Now, select the file named AppDelegate.swift. It's filled with lots of empty boilerplate code that we don't need to worry about. Yours should look something like this:


import UIKit

@UIApplicationMain
class AppDelegate: UIResponder, UIApplicationDelegate {

  var window: UIWindow?


  func application(application: UIApplication, didFinishLaunchingWithOptions launchOptions: [NSObject: AnyObject]?) -> Bool {
    // Override point for customization after application launch.
    return true
  }

func applicationWillResignActive(application: UIApplication) {
    // Sent when the application is about to move from active to inactive state. This can occur for certain types of temporary interruptions (such as an incoming phone call or SMS message) or when the user quits the application and it begins the transition to the background state.
    // Use this method to pause ongoing tasks, disable timers, and throttle down OpenGL ES frame rates. Games should use this method to pause the game.
  }

  func applicationDidEnterBackground(application: UIApplication) {
    // Use this method to release shared resources, save user data, invalidate timers, and store enough application state information to restore your application to its current state in case it is terminated later.
    // If your application supports background execution, this method is called instead of applicationWillTerminate: when the user quits.
  }

  func applicationWillEnterForeground(application: UIApplication) {
    // Called as part of the transition from the background to the inactive state; here you can undo many of the changes made on entering the background.
  }

  func applicationDidBecomeActive(application: UIApplication) {
    // Restart any tasks that were paused (or not yet started) while the application was inactive. If the application was previously in the background, optionally refresh the user interface.
  }

  func applicationWillTerminate(application: UIApplication) {
    // Called when the application is about to terminate. Save data if appropriate. See also applicationDidEnterBackground:.
  }


}

The function we're interested in is the first one, application(_:didFinishLaunchingWithOptions:). This is where we can add any UI customizations that we want to be applied application-wide. In our case, we want to set some of the properties for our custom Navigation Bar. So, in your application(_:didFinishLaunchingWithOptions:) add the following lines of code:


//sets the font color
UINavigationBar.appearance().titleTextAttributes = [NSForegroundColorAttributeName: UIColor.whiteColor()]
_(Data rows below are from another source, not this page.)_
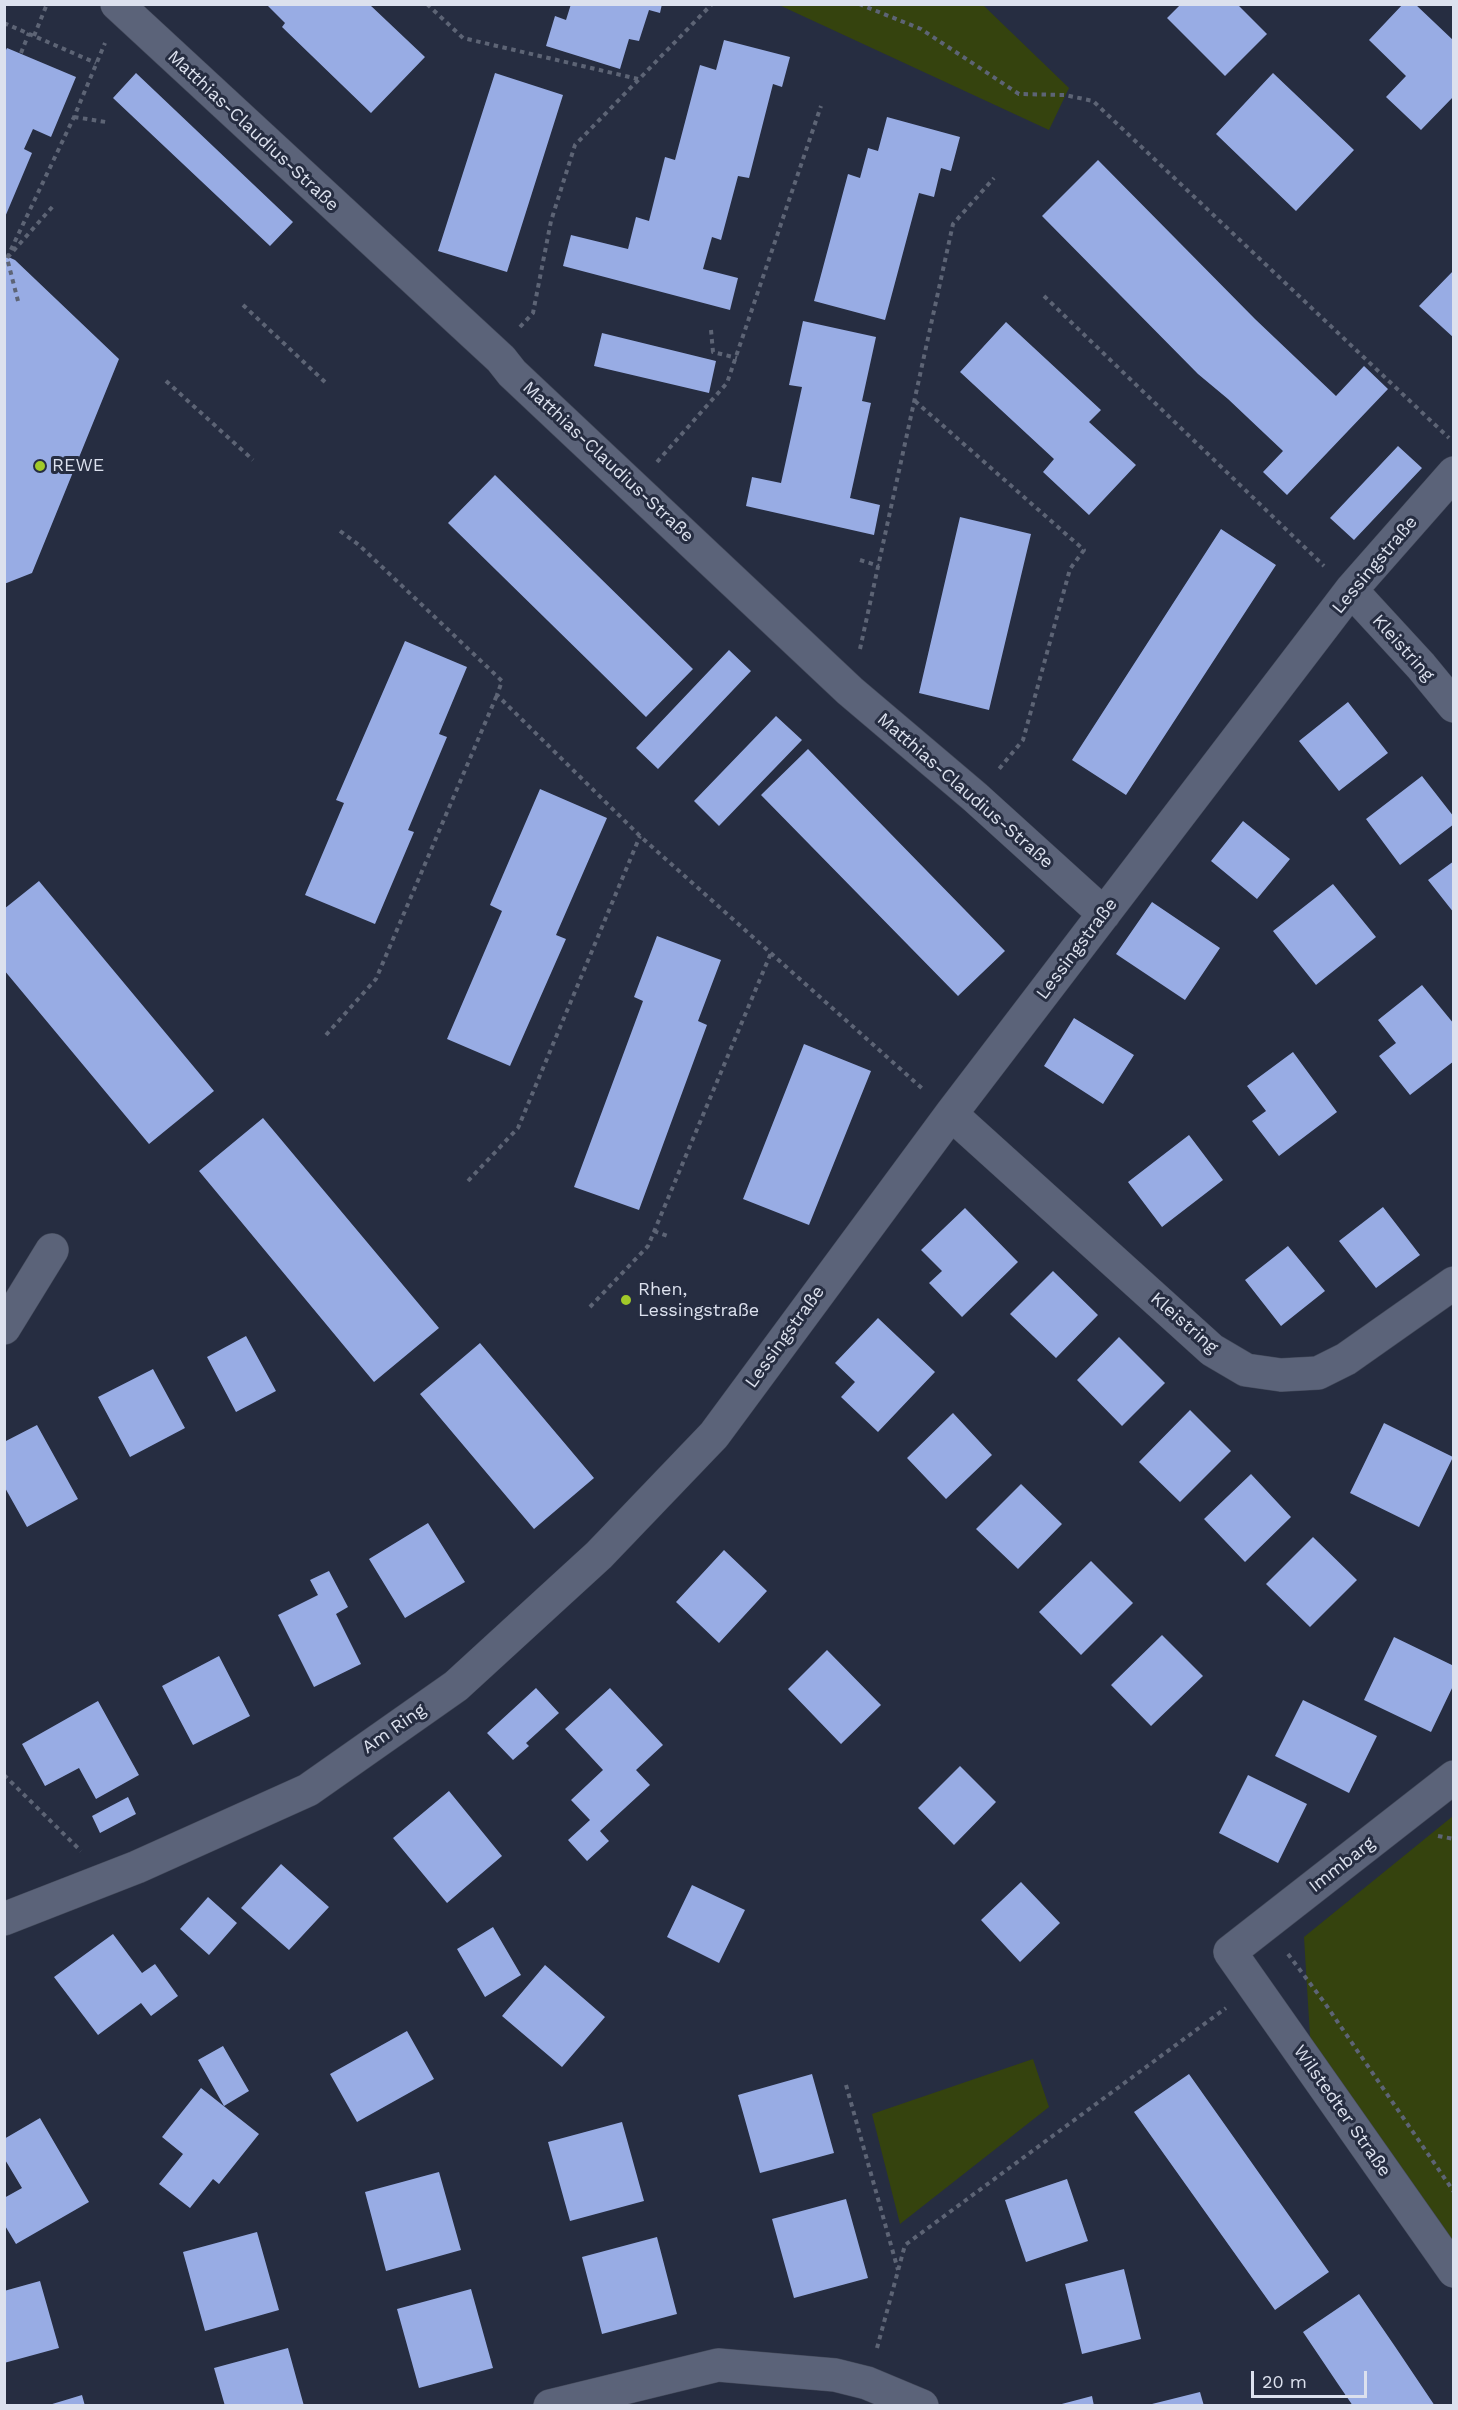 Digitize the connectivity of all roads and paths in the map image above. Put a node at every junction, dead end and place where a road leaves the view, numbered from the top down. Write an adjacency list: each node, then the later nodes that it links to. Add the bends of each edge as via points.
1 (47, 4): 7 (path)
2 (427, 4): 10 (path, via 463,38)
3 (712, 4): 10 (path)
4 (859, 4): 26 (path, via 921,29 1019,94 1093,100)
5 (119, 6): 9 (path); 21 (street, Matthias-Claudius-Straße)
6 (4, 23): 7 (path)
7 (32, 35): 8 (path); 9 (path)
8 (21, 54)
9 (96, 63): 12 (path)
10 (639, 80): 21 (path, via 575,145 551,221 533,313)
11 (821, 106): 22 (path)
12 (74, 117): 13 (path); 16 (path)
13 (106, 122)
14 (994, 178): 25 (path, via 953,224)
15 (54, 205): 16 (path)
16 (7, 258): 18 (path)
17 (1044, 296): 33 (path)
18 (18, 301)
19 (243, 305): 24 (path)
20 (711, 330): 22 (path, via 713,352)
21 (496, 355): 29 (street, Matthias-Claudius-Straße)
22 (736, 358): 29 (path, via 727,383)
23 (166, 381): 27 (path)
24 (325, 382)
25 (915, 400): 32 (path); 37 (path, via 1084,550 1070,569 1023,740)
26 (1454, 442)
27 (253, 460)
28 (1454, 473): 33 (street, Lessingstraße)
29 (633, 486): 34 (street, Matthias-Claudius-Straße)
30 (340, 531): 35 (path, via 502,681)
31 (860, 560): 32 (path)
32 (879, 566): 34 (path)
33 (1351, 590): 36 (street, Kleistring); 39 (street, Lessingstraße)
34 (850, 691): 37 (street, Matthias-Claudius-Straße)
35 (497, 695): 38 (path); 41 (path, via 376,979)
36 (1454, 706)
37 (975, 797): 39 (street, Matthias-Claudius-Straße)
38 (640, 836): 40 (path); 43 (path, via 518,1128)
39 (1104, 914): 42 (street, Lessingstraße)
40 (771, 953): 42 (path); 44 (path)
41 (326, 1035)
42 (951, 1114): 47 (street, Kleistring, via 1212,1350 1246,1370 1281,1375 1318,1373 1346,1359); 50 (street, Lessingstraße)
43 (468, 1181)
44 (654, 1231): 45 (path); 48 (path, via 648,1246)
45 (670, 1238)
46 (52, 1250): 49 (street)
47 (1454, 1284)
48 (590, 1307)
49 (4, 1328)
50 (714, 1435): 53 (street, Am Ring, via 599,1555 456,1686 308,1790)
51 (4, 1775): 53 (path)
52 (1454, 1777): 55 (street, Immbarg)
53 (108, 1877): 54 (street, Am Ring)
54 (4, 1919)
55 (1266, 1924): 56 (street, Immbarg); 59 (path)
56 (1230, 1952): 57 (street, Wilstedter Straße)
57 (1255, 1986): 60 (path, via 905,2245); 61 (street, Wilstedter Straße)
58 (846, 2085): 60 (path)
59 (1454, 2192)
60 (898, 2271): 62 (path)
61 (1454, 2271)
62 (867, 2383): 63 (street, via 835,2375 718,2365); 64 (street)
63 (550, 2406)
64 (922, 2406) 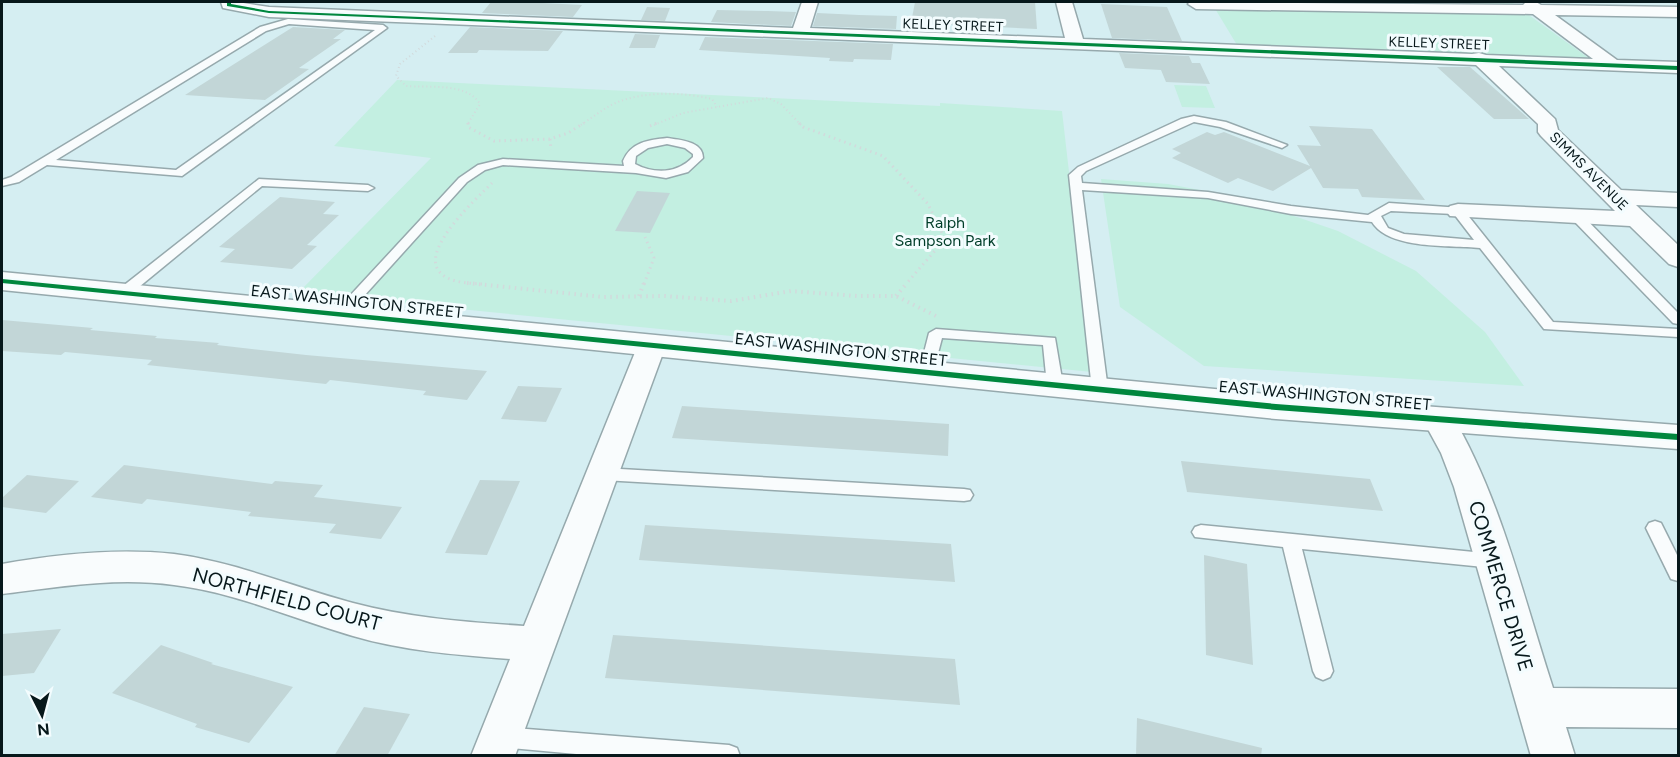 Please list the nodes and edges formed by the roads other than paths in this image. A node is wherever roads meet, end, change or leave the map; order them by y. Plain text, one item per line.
1 (228, 2) edge
2 (810, 2) edge
3 (1064, 2) edge
4 (1195, 3) edge
5 (1530, 5) edge
6 (1678, 12) edge
7 (800, 32) junction
8 (1075, 43) junction
9 (1218, 48) junction
10 (1479, 58) junction
11 (1612, 65) junction
12 (1678, 68) edge
13 (1282, 145) dead end
14 (45, 162) junction
15 (637, 170) junction
16 (2, 183) edge
17 (1076, 186) junction
18 (368, 188) dead end
19 (1614, 196) junction
20 (1678, 200) edge
21 (1458, 211) junction
22 (1577, 216) junction
23 (1376, 219) junction
24 (1637, 219) junction
25 (1483, 244) junction
26 (1678, 258) edge
27 (2, 281) edge
28 (123, 293) junction
29 (340, 314) junction
30 (1678, 320) edge
31 (1678, 333) edge
32 (652, 345) junction
33 (926, 372) junction
34 (1055, 385) junction
35 (1100, 390) junction
36 (1439, 420) junction
37 (1678, 437) edge
38 (603, 474) junction
39 (964, 495) dead end
40 (1655, 528) dead end
41 (1201, 532) dead end
42 (1291, 541) junction
43 (1494, 561) junction
44 (1678, 574) edge
45 (2, 579) edge
46 (537, 644) junction
47 (1323, 671) dead end
48 (1538, 707) junction
49 (1678, 709) edge
50 (497, 746) edge
51 (729, 756) edge
52 (1552, 756) edge

1 - 7 street, KELLEY STREET
2 - 7 street
3 - 8 street
4 - 5 street
4 - 9 street
5 - 6 street
5 - 11 street
7 - 8 street, KELLEY STREET
8 - 9 street, KELLEY STREET
9 - 10 street, KELLEY STREET
10 - 11 street, KELLEY STREET
10 - 19 street, SIMMS AVENUE
11 - 12 street, KELLEY STREET
13 - 17 lane
14 - 14 lane
14 - 16 lane
15 - 15 lane
15 - 29 lane
17 - 23 lane
17 - 35 lane
18 - 28 lane
19 - 20 street
19 - 24 street, SIMMS AVENUE
21 - 22 street
21 - 23 lane
21 - 25 lane
22 - 24 street
22 - 30 lane
23 - 25 lane
24 - 26 street, SIMMS AVENUE
25 - 31 lane
27 - 28 street, EAST WASHINGTON STREET
28 - 29 street, EAST WASHINGTON STREET
29 - 32 street, EAST WASHINGTON STREET
32 - 33 street, EAST WASHINGTON STREET
32 - 38 street
33 - 34 street, EAST WASHINGTON STREET
33 - 34 lane
34 - 35 street, EAST WASHINGTON STREET
35 - 36 street, EAST WASHINGTON STREET
36 - 37 street, EAST WASHINGTON STREET
36 - 43 street, COMMERCE DRIVE
38 - 39 lane
38 - 46 street
40 - 44 lane
41 - 42 lane
42 - 43 lane
42 - 47 lane
43 - 48 street, COMMERCE DRIVE
45 - 46 street, NORTHFIELD COURT
46 - 50 street
48 - 49 street
48 - 52 street, COMMERCE DRIVE
50 - 51 lane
//sets the tint color, which dictates the button color
UINavigationBar.appearance().tintColor = UIColor.whiteColor()

//sets the Bar tint color
UINavigationBar.appearance().barTintColor = UIColor.orangeColor()

//sets the bar translucence property
UINavigationBar.appearance().translucent = false

Wrapping Up

And that's all there really is to it! Much simpler than setting up each View's navigation bar individually. Although we set up a UINavigationBar in our example, you can use this method with any UI element you can think of by just adding the .appearance() proxy. Now you can just build and run your app to see your beautiful custom Navigation Bar!